The Santoyo House is located at 91 St. George Street, St. Augustine, Florida. It is a reconstruction of a First Spanish Period (1565-1763) house in Florida.

== History ==
A 1764 Spanish map indicates that there was a one-story flat-roofed house at this site made of tabby and plaster coating, belonging to Miguel Santoyo, a soldier at the Castillo de San Marcos. Miguel Santoyo was the son of Juan de la Rosa Santoya and Maria Ana Cavallero. Miguel, his father, and his brother were all soldiers at the Castillo. Miguel belonged to a regiment of dragoons. The floor of his home was most likely wooden or earthen and he had no loggia or porch, common in Spanish architecture, connected to his dwelling

The 1763 Treaty of Paris ceded Florida to Great Britain and Jesse Fish, British agent, sold the house in 1769 to a George Kemp, surgeon and a member of the British General Assembly in East Florida. The home was most likely destroyed at some point during St.
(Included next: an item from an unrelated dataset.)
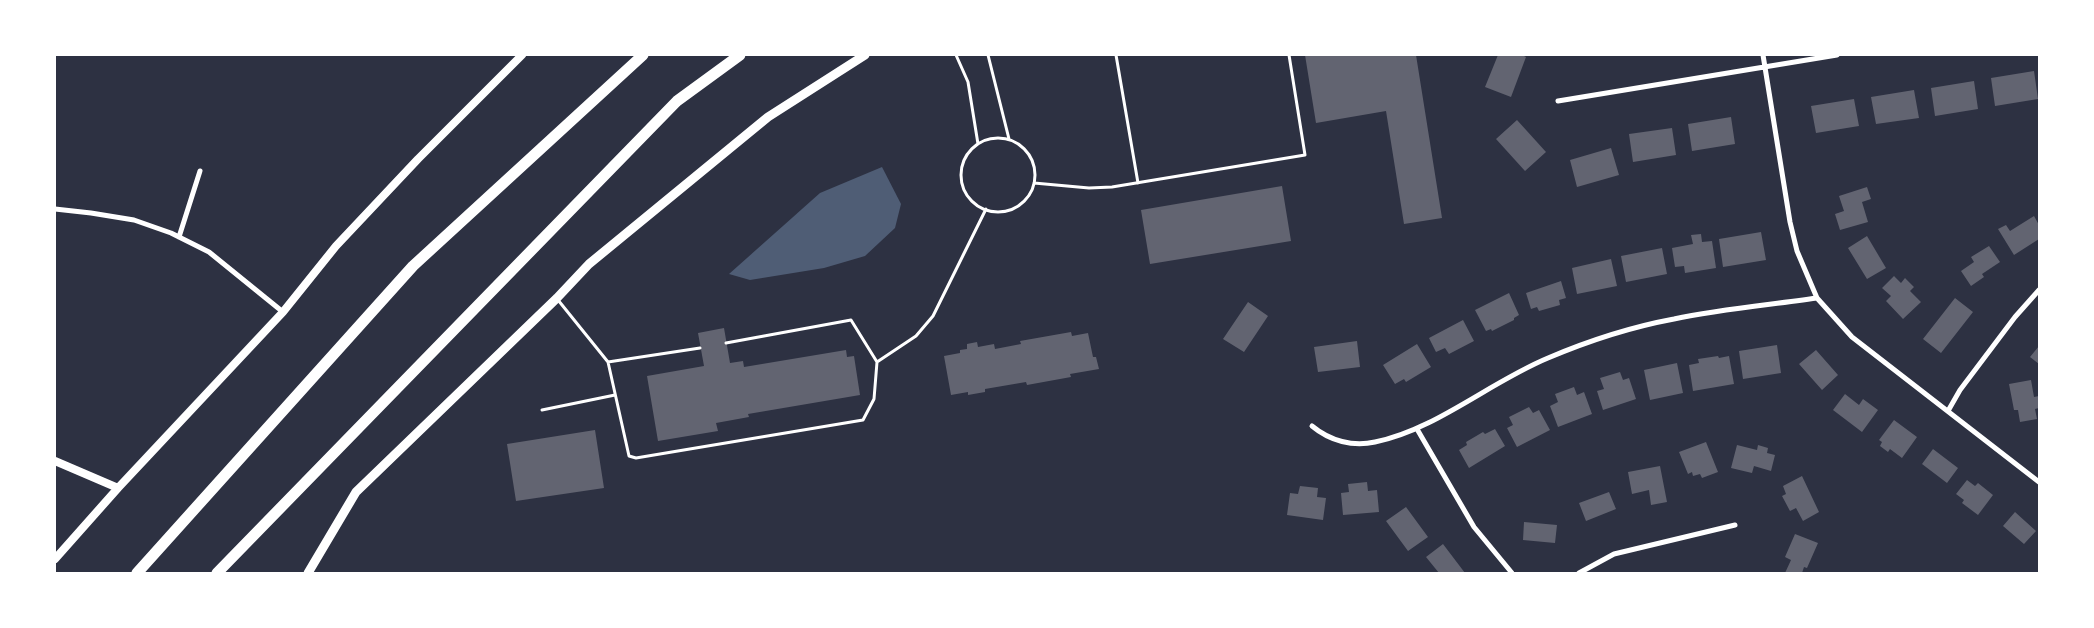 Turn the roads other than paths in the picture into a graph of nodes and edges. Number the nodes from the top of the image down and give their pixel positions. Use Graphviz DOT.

Augustine's British Period (1763-1783) for use of materials. 1917 Sanborn Insurance maps show that there was later a two-story brick building on this location that was used as retail space until it was torn down in the 1960s for the reconstruction of many of St. Augustine's historic buildings.

== Reconstruction ==
In 1966 the St. Augustine Restoration Foundation Inc. purchased the Miguel Santoyo lot and reconstructed a house to its 1760s appearance.

== Present day ==
Today the Santoyo House is retail space operated by Playa Bowls owners Mark Williams and Richard Hardman. The property is owned by St. Augustine Foundation, Inc.